Pour revenir aux débats lors du concile, on ne peut nier que les questions politiques se sont immiscées dans les discussions. C’est même "l’écueil le plus prégnant", selon Danielle Guerrier. "Il va provoquer une vraie saga de la rédaction de ce texte ! La présence importante des évêques du Proche et du Moyen-Orient fait qu’ils vont être vent debout par rapport à ce texte, parce qu’ils ont toujours peur qu’il soit de dimension politique et qu’il soit la reconnaissance, dite ou non dite, de l’existence de l’État d’Israël. Et ils ont très peur pour les chrétiens de leurs diocèses et les réactions des musulmans de leurs diocèses."

L’avant-dernière version du texte votée lors de la troisième session a ainsi provoqué "des émeutes", rapporte Danielle Guerrier, à tel point que le cardinal Béa a dû faire "une tournée des évêques du proche et du Moyen-Orient pour leur assurer que ce texte n’était pas politique". Si, dans la version définitive on parle de "la religion juive" et non plus des "juifs", c’est "justement pour dire que notre texte n’est pas d’obédience politique mais qu’il est à un niveau spirituel et théologique".

Le Saint-Siège a pourtant finit par reconnaître l’État d’Israël en 1993... "Ce qu’il faut quand même que l’on se dise, précise Danielle Guerrier, c’est qu’en 1962, on était à quatorze ans de la création de l’État d’Israël. C'était tout récent et on ne savait pas trop quelle position avoir par rapport à cet État."

 

DialogueSionisme et judaïsme sous le regard de philosophes (1/2)

Des attentes exprimées côté juif

Avant la tenue du concile, il avait été demandé à des juifs de formuler leurs attentes dans des mémorandums. De manière synthétique on peut dire qu’elles portaient sur l’enseignement, la liturgie du Vendredi saint - que Jean XXIII avait corrigée dès 1959, souligne Danielle Guerrier - sur l’antisémitisme et la théorie du peuple déicide

On remarque que l’expression "peuple déicide" ne figure pas dans la version finale de Nostra Aetate. C’est que "définir les juifs comme peuple déicide n’a jamais fait partie de l’enseignement de l’Église, rappelle Danielle Guerrier.

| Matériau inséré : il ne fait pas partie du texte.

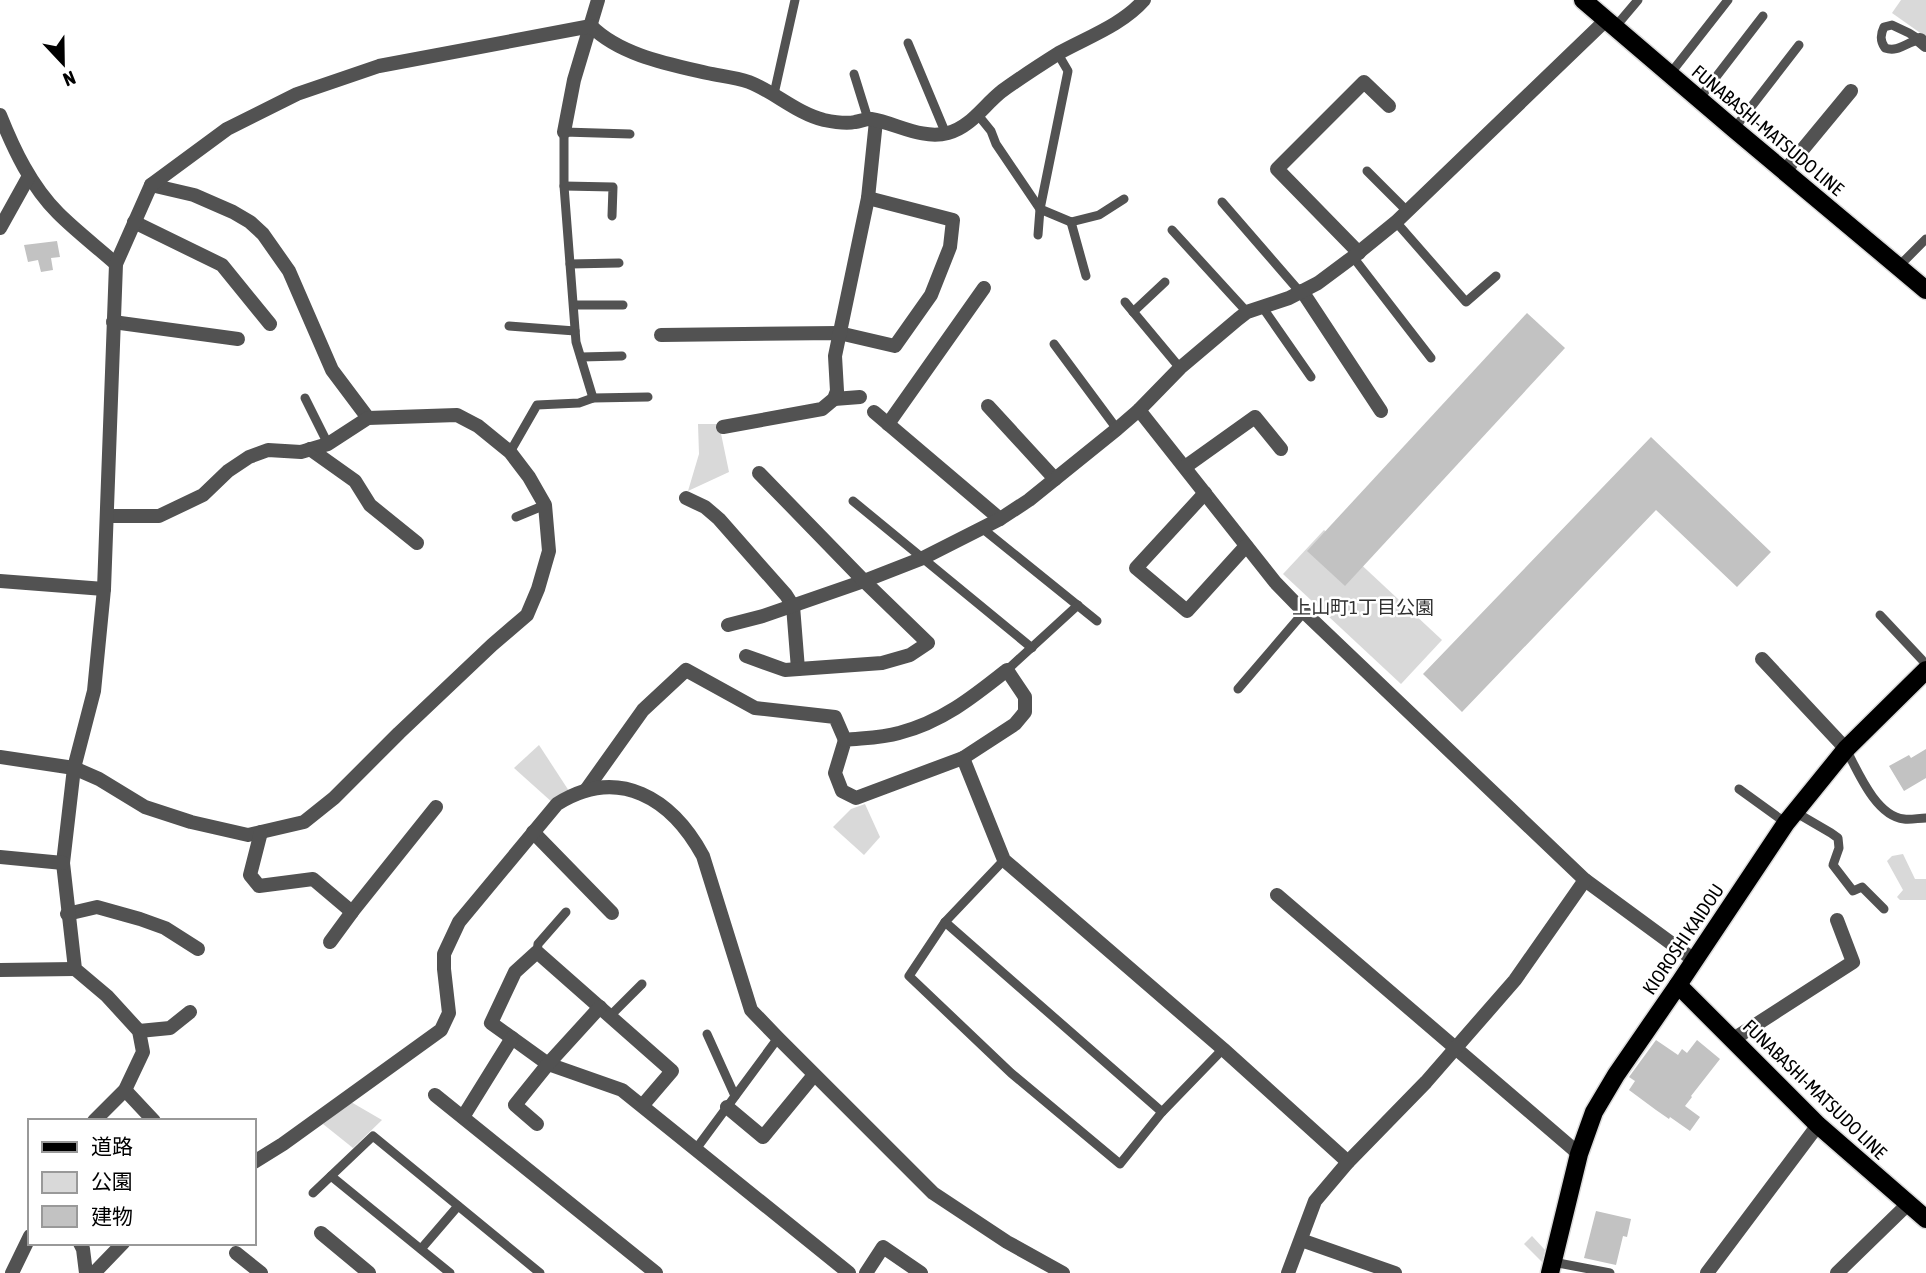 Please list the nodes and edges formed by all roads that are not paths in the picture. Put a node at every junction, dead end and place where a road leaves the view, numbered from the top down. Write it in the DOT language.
graph roads {
  1 [pos="598,0"];
  2 [pos="795,0"];
  3 [pos="1144,0"];
  4 [pos="1583,0"];
  5 [pos="1638,0"];
  6 [pos="1728,0"];
  7 [pos="1763,16"];
  8 [pos="1611,23"];
  9 [pos="591,26"];
  10 [pos="908,43"];
  11 [pos="1799,45"];
  12 [pos="1058,54"];
  13 [pos="854,74"];
  14 [pos="1670,74"];
  15 [pos="1851,91"];
  16 [pos="774,94"];
  17 [pos="1699,99"];
  18 [pos="1388,106"];
  19 [pos="0,115"];
  20 [pos="978,115"];
  21 [pos="872,120"];
  22 [pos="1734,129"];
  23 [pos="564,132"];
  24 [pos="630,134"];
  25 [pos="946,134"];
  26 [pos="1367,171"];
  27 [pos="1784,172"];
  28 [pos="29,176"];
  29 [pos="150,185"];
  30 [pos="564,186"];
  31 [pos="868,198"];
  32 [pos="1124,199"];
  33 [pos="1222,202"];
  34 [pos="1040,209"];
  35 [pos="1407,211"];
  36 [pos="612,216"];
  37 [pos="134,222"];
  38 [pos="1071,222"];
  39 [pos="1396,222"];
  40 [pos="0,228"];
  41 [pos="1172,230"];
  42 [pos="1038,234"];
  43 [pos="1926,239"];
  44 [pos="1356,255"];
  45 [pos="619,263"];
  46 [pos="116,264"];
  47 [pos="570,264"];
  48 [pos="1898,267"];
  49 [pos="1086,276"];
  50 [pos="1496,276"];
  51 [pos="1165,282"];
  52 [pos="984,288"];
  53 [pos="1926,290"];
  54 [pos="1301,292"];
  55 [pos="1125,302"];
  56 [pos="574,305"];
  57 [pos="623,305"];
  58 [pos="1263,308"];
  59 [pos="1133,312"];
  60 [pos="1247,312"];
  61 [pos="113,322"];
  62 [pos="270,324"];
  63 [pos="509,326"];
  64 [pos="575,331"];
  65 [pos="839,333"];
  66 [pos="661,335"];
  67 [pos="238,339"];
  68 [pos="1054,344"];
  69 [pos="622,356"];
  70 [pos="581,357"];
  71 [pos="1431,358"];
  72 [pos="1180,368"];
  73 [pos="1311,377"];
  74 [pos="648,397"];
  75 [pos="860,397"];
  76 [pos="305,398"];
  77 [pos="593,398"];
  78 [pos="834,399"];
  79 [pos="988,406"];
  80 [pos="1139,410"];
  81 [pos="1381,411"];
  82 [pos="874,412"];
  83 [pos="368,418"];
  84 [pos="888,424"];
  85 [pos="723,427"];
  86 [pos="1117,429"];
  87 [pos="328,444"];
  88 [pos="310,449"];
  89 [pos="1281,449"];
  90 [pos="510,452"];
  91 [pos="1185,467"];
  92 [pos="759,473"];
  93 [pos="1055,479"];
  94 [pos="1205,493"];
  95 [pos="686,498"];
  96 [pos="853,501"];
  97 [pos="545,505"];
  98 [pos="108,516"];
  99 [pos="516,517"];
  100 [pos="1000,519"];
  101 [pos="983,529"];
  102 [pos="417,542"];
  103 [pos="1246,546"];
  104 [pos="923,558"];
  105 [pos="0,581"];
  106 [pos="864,582"];
  107 [pos="104,589"];
  108 [pos="1078,605"];
  109 [pos="793,606"];
  110 [pos="1304,612"];
  111 [pos="1880,615"];
  112 [pos="1097,621"];
  113 [pos="728,625"];
  114 [pos="1032,648"];
  115 [pos="746,656"];
  116 [pos="1762,659"];
  117 [pos="1926,664"];
  118 [pos="798,669"];
  119 [pos="1007,670"];
  120 [pos="1926,670"];
  121 [pos="1238,689"];
  122 [pos="845,740"];
  123 [pos="1846,749"];
  124 [pos="0,757"];
  125 [pos="963,758"];
  126 [pos="74,768"];
  127 [pos="1739,789"];
  128 [pos="586,790"];
  129 [pos="436,807"];
  130 [pos="1790,817"];
  131 [pos="1926,818"];
  132 [pos="261,832"];
  133 [pos="533,832"];
  134 [pos="0,857"];
  135 [pos="1004,860"];
  136 [pos="63,863"];
  137 [pos="1585,880"];
  138 [pos="1278,895"];
  139 [pos="1884,909"];
  140 [pos="352,912"];
  141 [pos="566,912"];
  142 [pos="612,912"];
  143 [pos="67,914"];
  144 [pos="1837,920"];
  145 [pos="945,922"];
  146 [pos="330,942"];
  147 [pos="198,949"];
  148 [pos="537,953"];
  149 [pos="1694,960"];
  150 [pos="75,969"];
  151 [pos="0,970"];
  152 [pos="642,984"];
  153 [pos="1678,985"];
  154 [pos="190,1012"];
  155 [pos="605,1012"];
  156 [pos="139,1031"];
  157 [pos="707,1034"];
  158 [pos="512,1038"];
  159 [pos="778,1038"];
  160 [pos="1732,1040"];
  161 [pos="1455,1048"];
  162 [pos="1223,1049"];
  163 [pos="548,1064"];
  164 [pos="814,1075"];
  165 [pos="125,1090"];
  166 [pos="435,1095"];
  167 [pos="731,1102"];
  168 [pos="642,1106"];
  169 [pos="1162,1112"];
  170 [pos="463,1117"];
  171 [pos="96,1119"];
  172 [pos="152,1119"];
  173 [pos="537,1124"];
  174 [pos="1818,1125"];
  175 [pos="696,1149"];
  176 [pos="1579,1154"];
  177 [pos="256,1161"];
  178 [pos="1348,1162"];
  179 [pos="331,1176"];
  180 [pos="313,1193"];
  181 [pos="1908,1204"];
  182 [pos="458,1206"];
  183 [pos="1926,1219"];
  184 [pos="321,1233"];
  185 [pos="28,1240"];
  186 [pos="1301,1240"];
  187 [pos="81,1245"];
  188 [pos="120,1245"];
  189 [pos="421,1249"];
  190 [pos="236,1253"];
  191 [pos="1551,1268"];
  192 [pos="12,1273"];
  193 [pos="86,1273"];
  194 [pos="94,1273"];
  195 [pos="261,1273"];
  196 [pos="369,1273"];
  197 [pos="450,1273"];
  198 [pos="540,1273"];
  199 [pos="656,1273"];
  200 [pos="849,1273"];
  201 [pos="866,1273"];
  202 [pos="921,1273"];
  203 [pos="1063,1273"];
  204 [pos="1288,1273"];
  205 [pos="1395,1273"];
  206 [pos="1610,1273"];
  207 [pos="1707,1273"];
  208 [pos="1837,1273"];
  1 -- 9 [label="street"];
  2 -- 16 [label="lane"];
  3 -- 12 [label="street"];
  4 -- 8 [label="main road, FUNABASHI-MATSUDO LINE"];
  5 -- 8 [label="lane"];
  6 -- 14 [label="lane"];
  7 -- 17 [label="lane"];
  8 -- 14 [label="main road, FUNABASHI-MATSUDO LINE"];
  8 -- 35 [label="street"];
  9 -- 16 [label="street"];
  9 -- 23 [label="street"];
  9 -- 29 [label="street"];
  10 -- 25 [label="lane"];
  11 -- 22 [label="lane"];
  12 -- 20 [label="street"];
  12 -- 34 [label="lane"];
  13 -- 21 [label="lane"];
  14 -- 17 [label="main road, FUNABASHI-MATSUDO LINE"];
  15 -- 27 [label="street"];
  16 -- 21 [label="street"];
  17 -- 22 [label="main road, FUNABASHI-MATSUDO LINE"];
  18 -- 44 [label="street"];
  19 -- 28 [label="street"];
  20 -- 25 [label="street"];
  20 -- 34 [label="lane"];
  21 -- 25 [label="street"];
  21 -- 31 [label="street"];
  22 -- 27 [label="main road, FUNABASHI-MATSUDO LINE"];
  23 -- 24 [label="lane"];
  23 -- 30 [label="lane"];
  26 -- 35 [label="lane"];
  27 -- 48 [label="main road, FUNABASHI-MATSUDO LINE"];
  28 -- 40 [label="street"];
  28 -- 46 [label="street"];
  29 -- 37 [label="street"];
  29 -- 83 [label="street"];
  30 -- 36 [label="lane"];
  30 -- 47 [label="lane"];
  31 -- 65 [label="street"];
  31 -- 65 [label="street"];
  32 -- 38 [label="lane"];
  33 -- 54 [label="lane"];
  34 -- 38 [label="lane"];
  34 -- 42 [label="lane"];
  35 -- 39 [label="street"];
  37 -- 46 [label="street"];
  37 -- 62 [label="street"];
  38 -- 49 [label="lane"];
  39 -- 44 [label="street"];
  39 -- 50 [label="lane"];
  41 -- 60 [label="lane"];
  43 -- 48 [label="lane"];
  44 -- 54 [label="street"];
  44 -- 71 [label="lane"];
  45 -- 47 [label="lane"];
  46 -- 61 [label="street"];
  47 -- 56 [label="lane"];
  48 -- 53 [label="main road, FUNABASHI-MATSUDO LINE"];
  51 -- 59 [label="lane"];
  52 -- 84 [label="street"];
  54 -- 58 [label="street"];
  54 -- 81 [label="street"];
  55 -- 59 [label="lane"];
  56 -- 57 [label="lane"];
  56 -- 64 [label="lane"];
  58 -- 60 [label="street"];
  58 -- 73 [label="lane"];
  59 -- 72 [label="lane"];
  60 -- 72 [label="street"];
  61 -- 67 [label="street"];
  61 -- 98 [label="street"];
  63 -- 64 [label="lane"];
  64 -- 70 [label="lane"];
  65 -- 66 [label="street"];
  65 -- 78 [label="street"];
  68 -- 86 [label="lane"];
  69 -- 70 [label="lane"];
  70 -- 77 [label="lane"];
  72 -- 80 [label="street"];
  74 -- 77 [label="lane"];
  75 -- 78 [label="street"];
  76 -- 87 [label="lane"];
  77 -- 90 [label="lane"];
  78 -- 85 [label="street"];
  79 -- 93 [label="street"];
  80 -- 86 [label="street"];
  80 -- 91 [label="street"];
  82 -- 84 [label="street"];
  83 -- 87 [label="street"];
  83 -- 90 [label="street"];
  84 -- 100 [label="street"];
  86 -- 93 [label="street"];
  87 -- 88 [label="street"];
  88 -- 98 [label="street"];
  88 -- 102 [label="street"];
  89 -- 91 [label="street"];
  90 -- 97 [label="street"];
  91 -- 94 [label="street"];
  92 -- 106 [label="street"];
  93 -- 100 [label="street"];
  94 -- 103 [label="street"];
  94 -- 103 [label="street"];
  95 -- 109 [label="street"];
  96 -- 104 [label="lane"];
  97 -- 99 [label="lane"];
  97 -- 132 [label="street"];
  98 -- 107 [label="street"];
  100 -- 101 [label="street"];
  101 -- 104 [label="street"];
  101 -- 108 [label="lane"];
  103 -- 110 [label="street"];
  104 -- 106 [label="street"];
  104 -- 114 [label="lane"];
  105 -- 107 [label="street"];
  106 -- 109 [label="street"];
  106 -- 118 [label="street"];
  107 -- 126 [label="street"];
  108 -- 112 [label="lane"];
  108 -- 114 [label="lane"];
  109 -- 113 [label="street"];
  109 -- 118 [label="street"];
  110 -- 121 [label="lane"];
  110 -- 137 [label="street"];
  111 -- 117 [label="lane"];
  114 -- 119 [label="lane"];
  115 -- 118 [label="street"];
  116 -- 123 [label="street"];
  119 -- 122 [label="street"];
  119 -- 125 [label="street"];
  120 -- 123 [label="main road, KIOROSHI KAIDOU"];
  122 -- 125 [label="street"];
  122 -- 128 [label="street"];
  123 -- 130 [label="main road, KIOROSHI KAIDOU"];
  123 -- 131 [label="lane"];
  124 -- 126 [label="street"];
  125 -- 135 [label="street"];
  126 -- 132 [label="street"];
  126 -- 136 [label="street"];
  127 -- 130 [label="lane"];
  128 -- 133 [label="street"];
  128 -- 159 [label="street"];
  129 -- 140 [label="street"];
  130 -- 139 [label="lane"];
  130 -- 149 [label="main road, KIOROSHI KAIDOU"];
  132 -- 140 [label="street"];
  133 -- 142 [label="street"];
  133 -- 177 [label="street"];
  134 -- 136 [label="street"];
  135 -- 145 [label="lane"];
  135 -- 162 [label="street"];
  136 -- 143 [label="street"];
  137 -- 149 [label="street"];
  137 -- 161 [label="street"];
  138 -- 161 [label="street"];
  140 -- 146 [label="street"];
  141 -- 148 [label="lane"];
  143 -- 147 [label="street"];
  143 -- 150 [label="street"];
  144 -- 160 [label="street"];
  145 -- 169 [label="lane"];
  145 -- 169 [label="lane"];
  148 -- 155 [label="street"];
  148 -- 158 [label="street"];
  149 -- 153 [label="main road, KIOROSHI KAIDOU"];
  150 -- 151 [label="street"];
  150 -- 156 [label="street"];
  152 -- 155 [label="lane"];
  153 -- 160 [label="main road, FUNABASHI-MATSUDO LINE"];
  153 -- 176 [label="main road, KIOROSHI KAIDOU"];
  154 -- 156 [label="street"];
  155 -- 163 [label="street"];
  155 -- 168 [label="street"];
  156 -- 165 [label="street"];
  157 -- 167 [label="lane"];
  158 -- 163 [label="street"];
  158 -- 170 [label="street"];
  159 -- 164 [label="street"];
  159 -- 167 [label="lane"];
  160 -- 174 [label="main road, FUNABASHI-MATSUDO LINE"];
  161 -- 176 [label="street"];
  161 -- 178 [label="street"];
  162 -- 169 [label="lane"];
  162 -- 178 [label="street"];
  163 -- 168 [label="street"];
  163 -- 173 [label="street"];
  164 -- 167 [label="street"];
  164 -- 203 [label="street"];
  165 -- 171 [label="street"];
  165 -- 172 [label="street"];
  166 -- 170 [label="street"];
  167 -- 175 [label="lane"];
  168 -- 175 [label="street"];
  170 -- 199 [label="street"];
  174 -- 181 [label="main road, FUNABASHI-MATSUDO LINE"];
  174 -- 207 [label="street"];
  175 -- 200 [label="street"];
  176 -- 191 [label="main road, KIOROSHI KAIDOU"];
  178 -- 186 [label="street"];
  179 -- 180 [label="lane"];
  179 -- 182 [label="lane"];
  179 -- 189 [label="lane"];
  181 -- 183 [label="main road, FUNABASHI-MATSUDO LINE"];
  181 -- 208 [label="street"];
  182 -- 189 [label="lane"];
  182 -- 198 [label="lane"];
  184 -- 196 [label="street"];
  185 -- 192 [label="street"];
  186 -- 204 [label="street"];
  186 -- 205 [label="street"];
  187 -- 193 [label="street"];
  188 -- 194 [label="street"];
  189 -- 197 [label="lane"];
  190 -- 195 [label="street"];
  191 -- 206 [label="lane"];
  201 -- 202 [label="street"];
}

Le catéchisme du concile de Trente dit bien que ce ne sont pas les juifs ni d’hier ni d’aujourd’hui qui ont tué Jésus mais que Jésus est mort pour le péché de tous et que tous les hommes sont responsables par leur péché." 

Reste qu’on la trouve chez les Pères de l’Église, comme Méliton de Sardes, Jean Chrysostome ou Justin de Naplouse, et qu’elle s’est répandue dans le monde chrétien. "Le mot déicide a été supprimé parce qu’il n’a pas fait partie de l’enseignement de l’Église, mais la mention des responsabilités par rapport à la mort de Jésus est traitée", comme le précise Danielle Guerrier.

De manière étonnante, on constate que la Shoah"en 1962 on aurait dit Holocauste", souligne Danielle Guerrier - n’est pas citée dans la version finale. "Il est question de persécutions, d’antisémitisme, mais étant donné le choc de la Shoah on pouvait attendre quand même ce mot." Quoi qu’il en soit, "les données y sont".

 

Connaître le judaïsmeLe lien à la terre dans le judaïsme (1/2)

Pour une théologie de la terre

Il manque cependant un mot à ce texte, selon Danielle Guerrier : "la terre". "C’est mon avis personnel. Autant on a fait beaucoup de recherches au niveau biblique, ecclésiologique... Nostra Aetate nous oblige à revoir des pans de notre théologie tout en étant fidèle à notre tradition. On a beaucoup avancé sur beaucoup de plans. Mais la situation actuelle nous le montre dramatiquement, nous n’avons pas avancé sur la théologie de la terre." Il y a là "un manque flagrant pour notre Église catholique".

Soixante ans après Nostra Aetate, "l’amitié avec les juifs est quand même solide, elle est capable de passer les moments difficiles... nous sommes dans l’amitié confiante", se réjouit Danielle Guerrier. Parler de la terre, "aborder les questions sur lesquelles on est d’accord et celles sur lesquelles nous ne sommes pas d’accord", est quelque chose dont les uns et les autres sont "capables", estime-t-elle. Développer une théologie de la terre en monde chrétien, "cela me paraît indispensable pour essayer d’avoir une parole juste, la plus juste possible".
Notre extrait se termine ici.